Once a validation task is launched, you can track its progress and review the output via the Jobs system.

  1. Get the Job ID: After clicking Launch in Step 5, the platform will provide a Job ID (e.g., #3267). This acts as your tracking number.
  2. Navigate to Jobs: Click on “Jobs” in the sidebar menu.
  3. Locate your Job: Find your task in the list of running or recent jobs.
  4. View Logs: Click the “logs” button next to your job to open the log view modal.
Jobs List
The Jobs menu showing the list of tasks and the "logs" button

Understanding the Log Tabs

The log modal contains three distinct tabs to help you debug and verify results:

  • Scheduler: Displays logs related to the orchestration and lifecycle of the job.
  • Job: Displays the actual validation output. This is where you'll see schema errors, success messages, and the logic-level feedback from the validator.
  • Cluster Events: Provides infrastructure-level events, such as when the container was created or if there were resource issues.
Job Logs Modal
The log modal with Scheduler, Job, and Cluster Events tabs

🔗 Step 7: Merge Datasets

Once you have multiple datasets that adhere to the same validation template, you can merge them into a single consolidated file.

  1. Go to the File Explorer.
  2. Select two or more files that you wish to merge.

    IMPORTANT

    All selected files must adhere to the same validation template for a successful merge.

  3. Click on “Actions” → “Run Routine”.
  4. Choose “Regional Timeseries Merger” from the list.
  5. Select the appropriate template and Launch.

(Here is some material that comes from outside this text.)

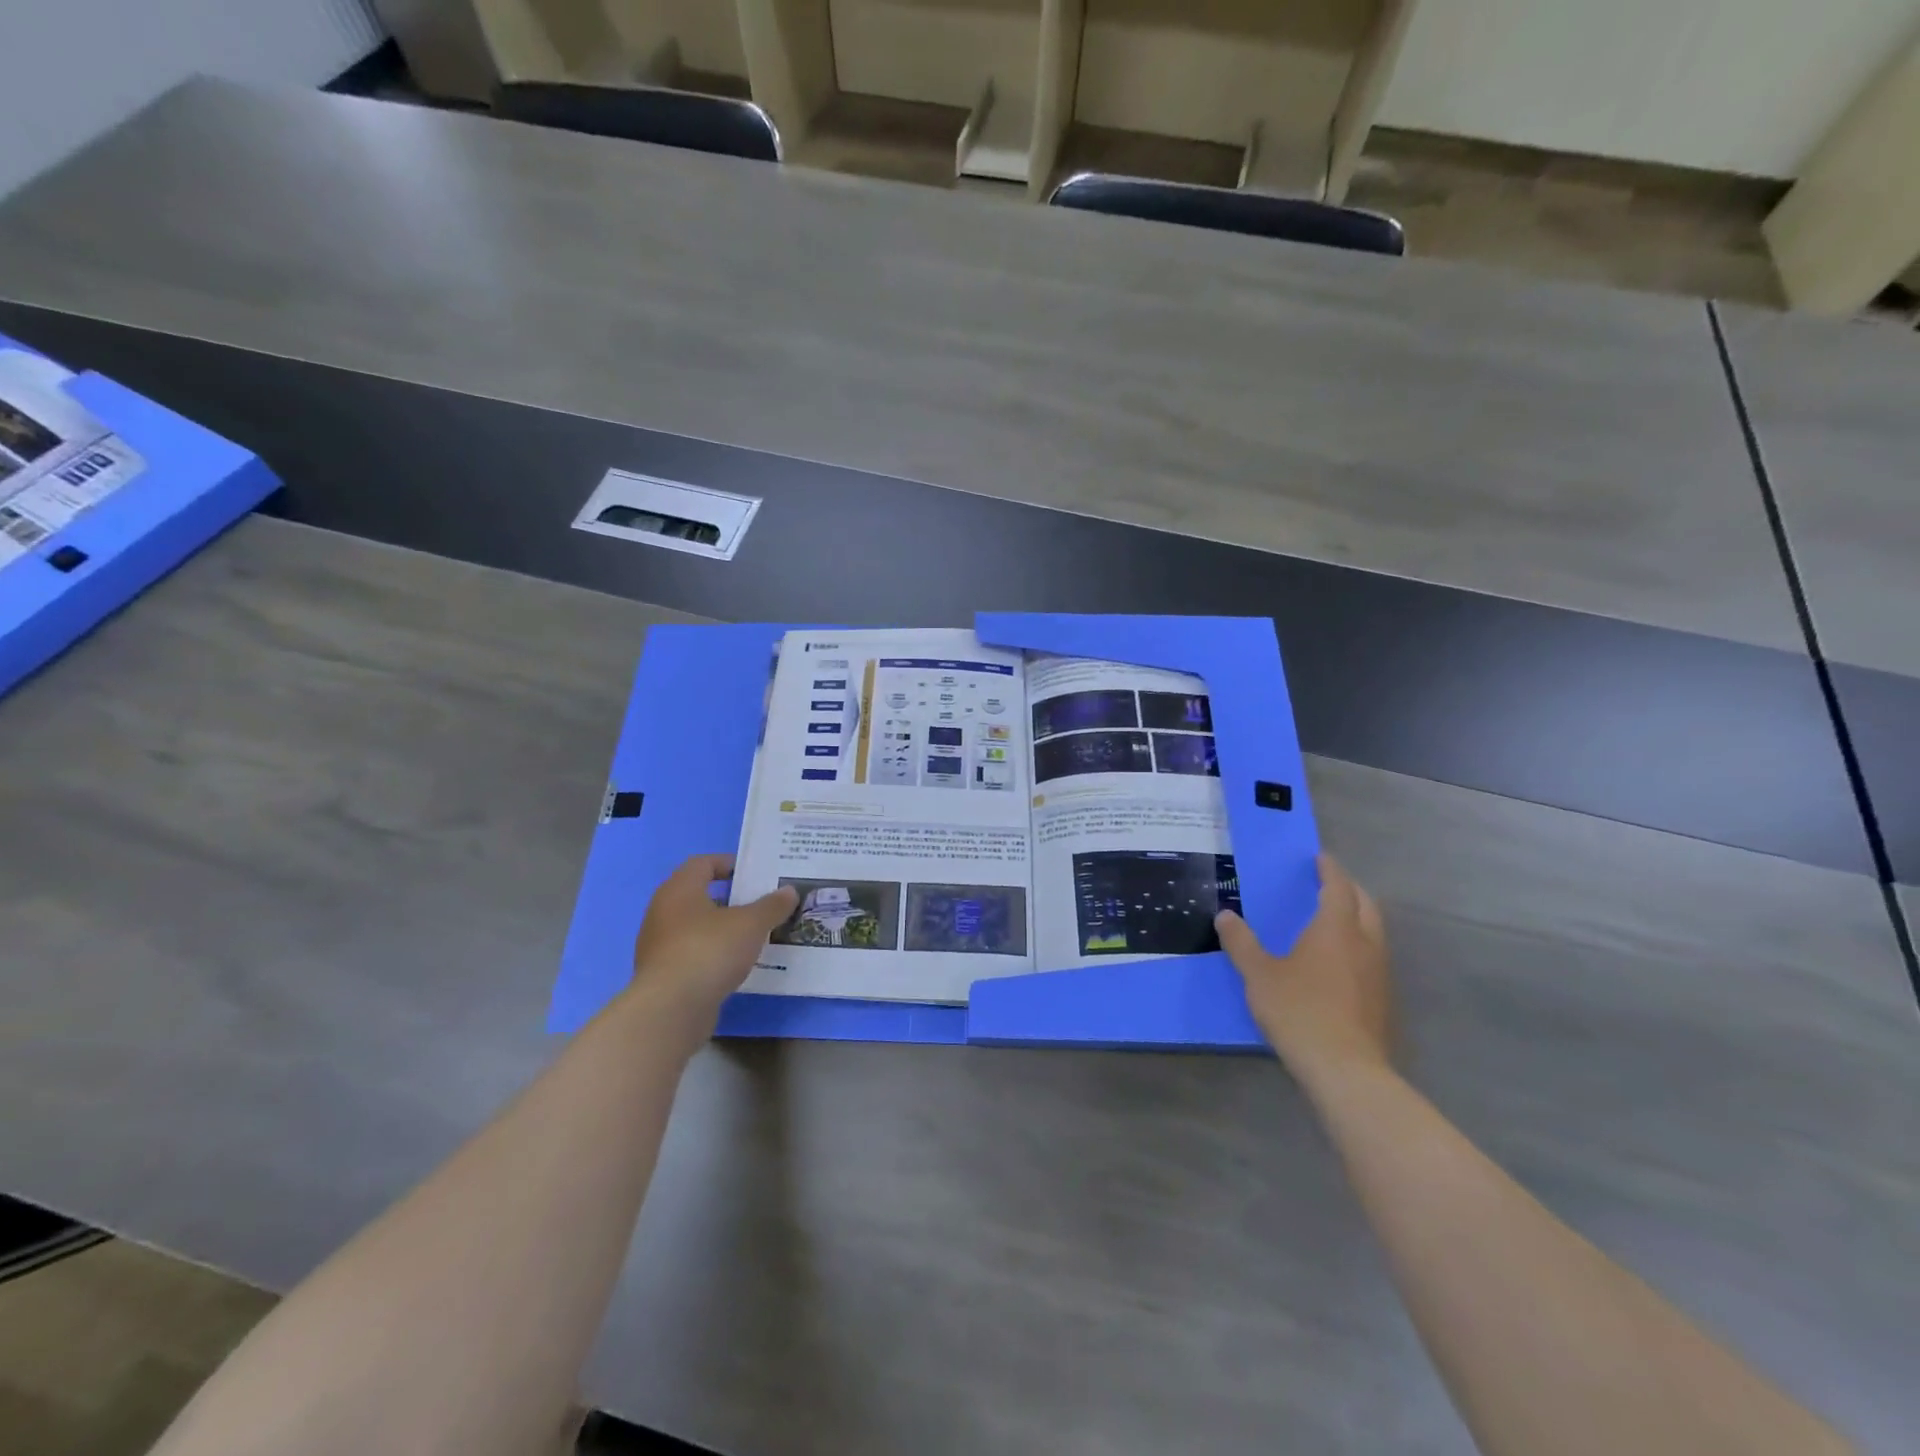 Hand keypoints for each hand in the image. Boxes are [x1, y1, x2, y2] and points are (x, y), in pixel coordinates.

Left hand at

Just like validation, the merger will trigger a job. You can track its progress and view the consolidation logs by following the same process described in Step 6.


✅ Summary

StepAction
1Create a validation template
2Define dataset type and schema
3Save the template
4Download / Update template via CSV
5Run Validator routine on a file
6Check and interpret validation logs
7Select multiple files → Merge

Validation templates help ensure data quality, consistency, and compatibility across routines and workflows.